Adaptasi perubahan iklim berarti mengantisipasi dampak merugikan dari perubahan iklim dan mengambil tindakan yang tepat untuk mencegah atau meminimalisir risiko yang dapat ditimbulkan oleh dampak tersebut.
Hal tersebut mencakup penggunaan sumber daya air secara lebih efisien untuk mencegah kelangkaan air; membangun pertahanan demi mencegah datangnya banjir; mengembangkan tanaman pertanian baru dengan ketahanan lebih kuat agar terhindar dari kekeringan; mengevaluasi ulang praktik kehutanan untuk memastikan tindakan ini bisa meminimalkan risiko kebakaran hutan. Mengambil tindakan terhadap semua kerentanan ini dapat mengurangi efek negatif dan membangun 'ketahanan' perubahan iklim.
“Tidak dapat disangkal bahwa perubahan iklim sudah menimpa kita dan telah menghancurkan kehidupan dan ekonomi. Kita harus beradaptasi dengan iklim kita yang berubah, dan kita harus melakukannya sekarang,” tutur PM Inggris Boris Johnson, dalam keterangan tertulis Kedubes Inggris, yang diterima Medcom.id, Jumat 29 Januari 2021.
“Saya akan menjadikan kebutuhan untuk pemulihan yang tangguh sebagai prioritas kepresidenan G7 Inggris tahun ini. Untuk memastikan kita tidak hanya berbicara tetapi juga bertindak dan melakukan perubahan nyata, hari ini saya meluncurkan Koalisi Tindakan Adaptasi yang baru untuk mengatur agenda menjelang COP26,” imbuh Johnson.
“Mari bekerja sama untuk beradaptasi, menjadi lebih tangguh, dan untuk menyelamatkan nyawa serta mata pencaharian di seluruh dunia,” ucapnya.
Dalam dekade terakhir, lebih dari 90 persen bencana alam yang terjadi adalah akibat dari bencana yang diakibatkan oleh iklim dengan kerugian sebesar Rp22,8 triliun per tahun. Seperti yang ditekankan Presiden Jokowi di KTT tersebut, negara kepulauan seperti Indonesia yang terletak di garis khatulistiwa, adalah yang paling rentan terhadap perubahan iklim.

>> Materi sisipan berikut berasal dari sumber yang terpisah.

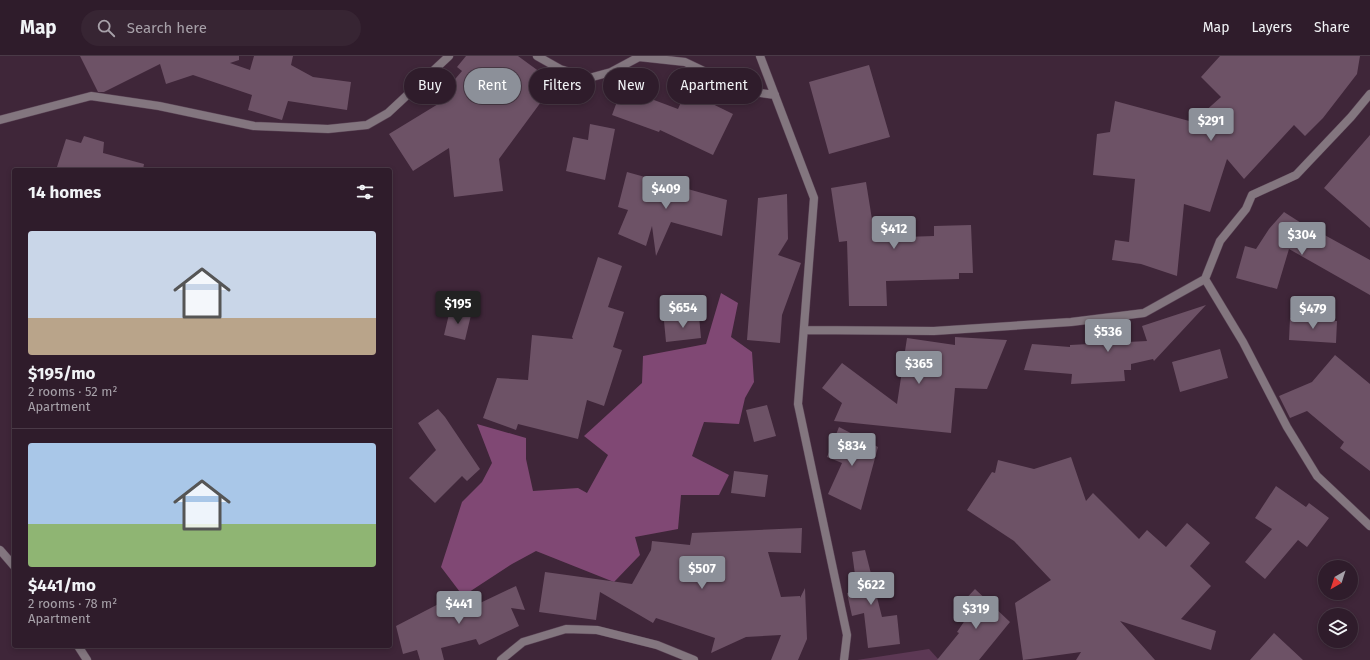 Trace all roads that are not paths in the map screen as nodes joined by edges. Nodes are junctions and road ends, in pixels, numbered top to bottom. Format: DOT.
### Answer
graph roads {
  1 [pos="449,56"];
  2 [pos="537,56"];
  3 [pos="760,56"];
  4 [pos="1370,94"];
  5 [pos="775,95"];
  6 [pos="0,120"];
  7 [pos="1205,279"];
  8 [pos="804,330"];
  9 [pos="1370,526"];
  10 [pos="0,550"];
  11 [pos="12,564"];
  12 [pos="79,648"];
  13 [pos="87,660"];
  14 [pos="501,660"];
  15 [pos="694,660"];
  16 [pos="844,660"];
  1 -- 6 [label="street"];
  2 -- 5 [label="street"];
  3 -- 5 [label="street"];
  4 -- 7 [label="street"];
  5 -- 8 [label="street"];
  7 -- 8 [label="street"];
  7 -- 9 [label="street"];
  8 -- 16 [label="street"];
  10 -- 11 [label="street"];
  12 -- 13 [label="street"];
  14 -- 15 [label="street"];
} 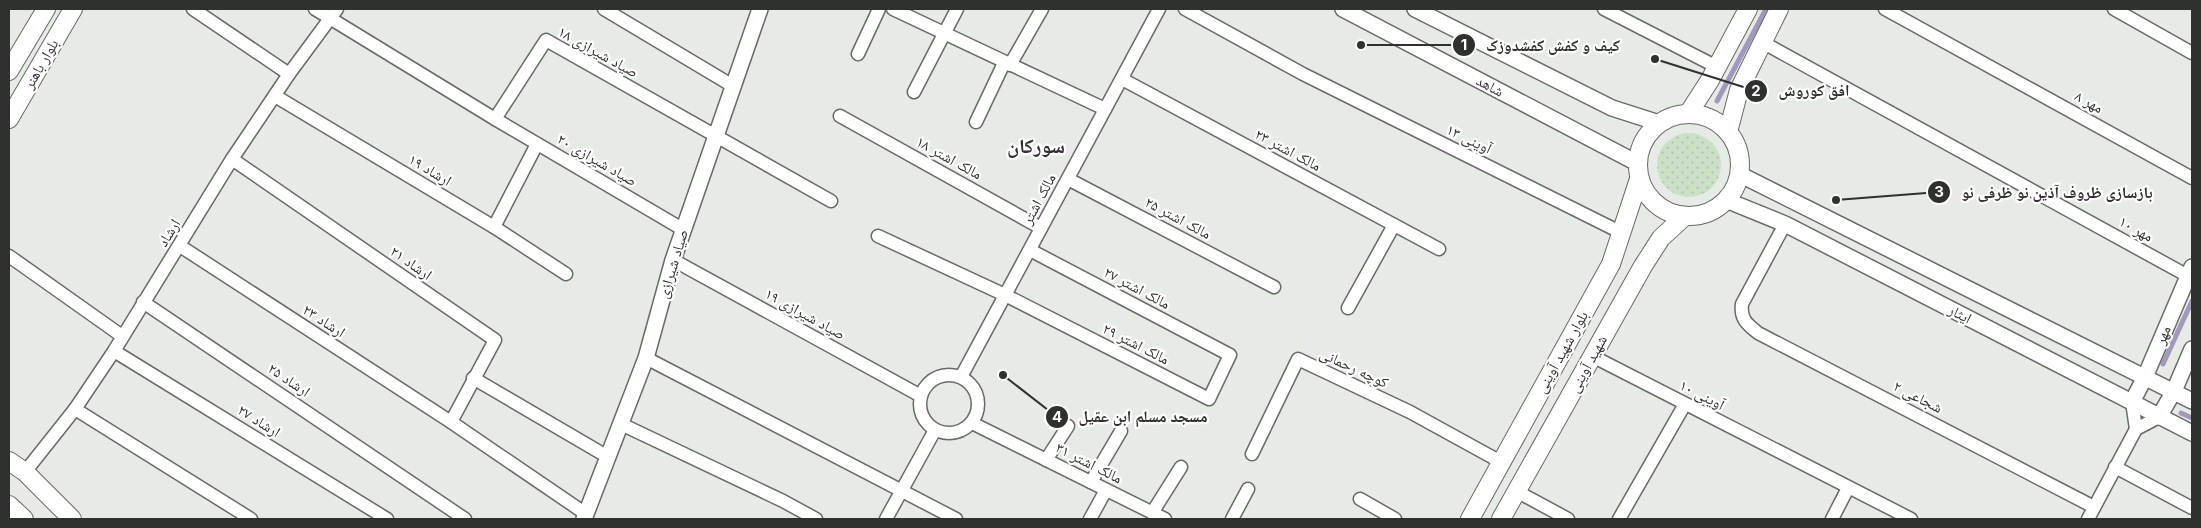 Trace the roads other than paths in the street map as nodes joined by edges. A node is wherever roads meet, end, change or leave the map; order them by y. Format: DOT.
graph roads {
  1 [pos="46,9"];
  2 [pos="73,9"];
  3 [pos="193,9"];
  4 [pos="316,9"];
  5 [pos="604,9"];
  6 [pos="760,9"];
  7 [pos="879,9"];
  8 [pos="893,9"];
  9 [pos="957,9"];
  10 [pos="1042,9"];
  11 [pos="1159,9"];
  12 [pos="1184,9"];
  13 [pos="1343,9"];
  14 [pos="1416,9"];
  15 [pos="1604,9"];
  16 [pos="1748,9"];
  17 [pos="1779,9"];
  18 [pos="1885,9"];
  19 [pos="2114,9"];
  20 [pos="334,14"];
  21 [pos="944,33"];
  22 [pos="1762,42"];
  23 [pos="2192,53"];
  24 [pos="858,54"];
  25 [pos="1007,64"];
  26 [pos="1717,67"];
  27 [pos="9,71"];
  28 [pos="289,74"];
  29 [pos="1122,79"];
  30 [pos="733,86"];
  31 [pos="914,92"];
  32 [pos="275,96"];
  33 [pos="1105,109"];
  34 [pos="1688,114"];
  35 [pos="840,116"];
  36 [pos="9,119"];
  37 [pos="495,119"];
  38 [pos="976,122"];
  39 [pos="1659,123"];
  40 [pos="1728,132"];
  41 [pos="716,137"];
  42 [pos="537,144"];
  43 [pos="232,160"];
  44 [pos="1638,171"];
  45 [pos="1739,174"];
  46 [pos="2192,178"];
  47 [pos="1068,179"];
  48 [pos="1726,200"];
  49 [pos="831,201"];
  50 [pos="1685,216"];
  51 [pos="1785,224"];
  52 [pos="1394,225"];
  53 [pos="494,227"];
  54 [pos="1042,228"];
  55 [pos="684,230"];
  56 [pos="1622,232"];
  57 [pos="878,236"];
  58 [pos="180,246"];
  59 [pos="1439,249"];
  60 [pos="1030,250"];
  61 [pos="9,256"];
  62 [pos="673,260"];
  63 [pos="2190,271"];
  64 [pos="566,274"];
  65 [pos="1274,287"];
  66 [pos="1005,295"];
  67 [pos="143,302"];
  68 [pos="1348,308"];
  69 [pos="122,336"];
  70 [pos="2192,349"];
  71 [pos="114,351"];
  72 [pos="1230,355"];
  73 [pos="1592,356"];
  74 [pos="646,358"];
  75 [pos="961,377"];
  76 [pos="2145,377"];
  77 [pos="473,378"];
  78 [pos="2174,392"];
  79 [pos="921,396"];
  80 [pos="2192,401"];
  81 [pos="2132,402"];
  82 [pos="1686,404"];
  83 [pos="75,409"];
  84 [pos="2158,417"];
  85 [pos="451,422"];
  86 [pos="972,423"];
  87 [pos="620,424"];
  88 [pos="1068,426"];
  89 [pos="2136,428"];
  90 [pos="935,430"];
  91 [pos="1121,431"];
  92 [pos="2192,433"];
  93 [pos="1252,454"];
  94 [pos="608,457"];
  95 [pos="1046,460"];
  96 [pos="9,461"];
  97 [pos="1502,462"];
  98 [pos="1181,467"];
  99 [pos="2116,467"];
  100 [pos="25,472"];
  101 [pos="1091,482"];
  102 [pos="1848,488"];
  103 [pos="1248,489"];
  104 [pos="902,490"];
  105 [pos="1106,490"];
  106 [pos="1516,491"];
  107 [pos="1360,499"];
  108 [pos="9,505"];
  109 [pos="2094,508"];
  110 [pos="2192,508"];
  111 [pos="1152,512"];
  112 [pos="585,517"];
  113 [pos="1903,517"];
  114 [pos="24,519"];
  115 [pos="72,519"];
  116 [pos="251,519"];
  117 [pos="387,519"];
  118 [pos="465,519"];
  119 [pos="816,519"];
  120 [pos="886,519"];
  121 [pos="956,519"];
  122 [pos="1090,519"];
  123 [pos="1165,519"];
  124 [pos="1232,519"];
  125 [pos="1395,519"];
  126 [pos="1470,519"];
  127 [pos="1501,519"];
  128 [pos="1568,519"];
  129 [pos="1620,519"];
  130 [pos="1832,519"];
  131 [pos="2088,519"];
  1 -- 27 [label="main road, بلوار باهنر"];
  2 -- 36 [label="main road, بلوار باهنر"];
  3 -- 28 [label="street"];
  4 -- 20 [label="street, صیاد شیرازی ۲۰"];
  5 -- 30 [label="street"];
  6 -- 30 [label="street, صیاد شیرازی"];
  7 -- 24 [label="street"];
  8 -- 21 [label="street"];
  9 -- 21 [label="street"];
  10 -- 25 [label="street"];
  11 -- 29 [label="street, مالک اشتر"];
  12 -- 56 [label="street, آوینی ۱۳"];
  13 -- 44 [label="street, شاهد"];
  14 -- 39 [label="street"];
  15 -- 26 [label="street"];
  16 -- 26 [label="main road"];
  17 -- 22 [label="main road"];
  18 -- 46 [label="street, مهر ۸"];
  19 -- 23 [label="street"];
  20 -- 28 [label="street, ارشاد"];
  20 -- 37 [label="street, صیاد شیرازی ۲۰"];
  21 -- 25 [label="street"];
  21 -- 31 [label="street"];
  22 -- 40 [label="main road"];
  22 -- 63 [label="street, مهر ۱۰"];
  25 -- 33 [label="street"];
  25 -- 38 [label="street"];
  26 -- 34 [label="main road"];
  28 -- 32 [label="street, ارشاد"];
  29 -- 33 [label="street, مالک اشتر"];
  29 -- 52 [label="street, مالک اشتر ۲۳"];
  30 -- 41 [label="street, صیاد شیرازی"];
  32 -- 43 [label="street, ارشاد"];
  32 -- 53 [label="street, ارشاد ۱۹"];
  33 -- 47 [label="street, مالک اشتر"];
  34 -- 39 [label="main road"];
  34 -- 40 [label="main road"];
  35 -- 54 [label="street, مالک اشتر ۱۸"];
  37 -- 41 [label="street, صیاد شیرازی ۱۸"];
  37 -- 42 [label="street, صیاد شیرازی ۲۰"];
  39 -- 44 [label="main road"];
  40 -- 45 [label="main road"];
  41 -- 49 [label="street"];
  41 -- 55 [label="street, صیاد شیرازی"];
  42 -- 53 [label="street"];
  42 -- 55 [label="street, صیاد شیرازی ۲۰"];
  43 -- 58 [label="street, ارشاد"];
  43 -- 77 [label="street, ارشاد ۲۱"];
  44 -- 50 [label="main road"];
  44 -- 56 [label="main road, بلوار شهید آوینی"];
  45 -- 48 [label="main road"];
  45 -- 76 [label="street, ایثار"];
  47 -- 54 [label="street, مالک اشتر"];
  47 -- 65 [label="street, مالک اشتر ۲۵"];
  48 -- 50 [label="main road"];
  48 -- 51 [label="street, ایثار"];
  50 -- 73 [label="main road, شهید آوینی"];
  51 -- 81 [label="street, ایثار"];
  51 -- 109 [label="street, شجاعی ۲"];
  52 -- 59 [label="street, مالک اشتر ۲۳"];
  52 -- 68 [label="street"];
  53 -- 64 [label="street, ارشاد ۱۹"];
  54 -- 60 [label="street, مالک اشتر"];
  55 -- 62 [label="street, صیاد شیرازی"];
  56 -- 97 [label="main road, بلوار شهید آوینی"];
  57 -- 66 [label="street"];
  58 -- 67 [label="street, ارشاد"];
  58 -- 85 [label="street, ارشاد ۲۳"];
  60 -- 66 [label="street, مالک اشتر"];
  60 -- 72 [label="street, مالک اشتر ۲۷"];
  61 -- 69 [label="street"];
  62 -- 74 [label="street, صیاد شیرازی"];
  62 -- 79 [label="street, صیاد شیرازی ۱۹"];
  63 -- 76 [label="street, مهر"];
  66 -- 72 [label="street, مالک اشتر ۲۹"];
  66 -- 75 [label="street, مالک اشتر"];
  67 -- 69 [label="street, ارشاد"];
  67 -- 118 [label="street, ارشاد ۲۵"];
  69 -- 71 [label="street, ارشاد"];
  70 -- 78 [label="street"];
  71 -- 83 [label="street, ارشاد"];
  71 -- 117 [label="street, ارشاد ۲۷"];
  73 -- 82 [label="street, ۱۰ آوینی"];
  73 -- 106 [label="main road, شهید آوینی"];
  74 -- 87 [label="street, صیاد شیرازی"];
  74 -- 104 [label="street"];
  75 -- 79 [label="street"];
  75 -- 86 [label="street"];
  76 -- 78 [label="street, ایثار"];
  76 -- 81 [label="street, مهر"];
  77 -- 85 [label="street, ارشاد ۲۱"];
  77 -- 94 [label="street"];
  78 -- 80 [label="street, ایثار"];
  78 -- 84 [label="street"];
  79 -- 90 [label="street"];
  81 -- 84 [label="street, ایثار"];
  81 -- 89 [label="street"];
  82 -- 102 [label="street, ۱۰ آوینی"];
  82 -- 129 [label="street"];
  83 -- 100 [label="street, ارشاد"];
  83 -- 116 [label="street"];
  84 -- 89 [label="street"];
  84 -- 92 [label="street, ایثار"];
  85 -- 112 [label="street, ارشاد ۲۳"];
  86 -- 90 [label="street"];
  86 -- 95 [label="street, مالک اشتر ۳۱"];
  87 -- 94 [label="street, صیاد شیرازی"];
  87 -- 119 [label="street"];
  88 -- 95 [label="street"];
  89 -- 99 [label="street"];
  90 -- 104 [label="street"];
  91 -- 101 [label="street"];
  93 -- 97 [label="street, کوچه رحمانی"];
  94 -- 112 [label="street, صیاد شیرازی"];
  95 -- 101 [label="street, مالک اشتر ۳۱"];
  96 -- 100 [label="main road"];
  97 -- 126 [label="main road, بلوار شهید آوینی"];
  98 -- 111 [label="street"];
  99 -- 109 [label="street"];
  99 -- 110 [label="street"];
  100 -- 115 [label="main road"];
  101 -- 105 [label="street, مالک اشتر ۳۱"];
  102 -- 113 [label="street, ۱۰ آوینی"];
  102 -- 130 [label="street"];
  103 -- 124 [label="street"];
  104 -- 120 [label="street"];
  104 -- 121 [label="street"];
  105 -- 111 [label="street, مالک اشتر ۳۱"];
  105 -- 122 [label="street"];
  106 -- 127 [label="main road, شهید آوینی"];
  106 -- 128 [label="street"];
  107 -- 125 [label="street"];
  108 -- 114 [label="main road"];
  109 -- 131 [label="street"];
  111 -- 123 [label="street, مالک اشتر ۳۱"];
}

Bahkan jika secara ajaib emisi gas rumah kaca bisa dihentikan besok, manusia masih akan tetap merasakan dampak perubahan iklim selama beberapa dekade mendatang. 100 juta orang sudah berisiko jatuh miskin pada 2030 karena dampak perubahan iklim, terutama di Asia Selatan.
Untuk mulai menjawab tantangan ini, Menteri Lingkungan Hidup dan Kehutanan Indonesia Siti Nurbaya membuat komitmen yang cukup menarik perhatian minggu ini - kampanye penanaman bakau untuk meningkatkan ketahanan ekosistem dan lanskap. Program ini menargetkan restorasi atau penciptaan 600.000 hektar hutan bakau di seluruh Indonesia, meningkat dari 15.000 pada 2020.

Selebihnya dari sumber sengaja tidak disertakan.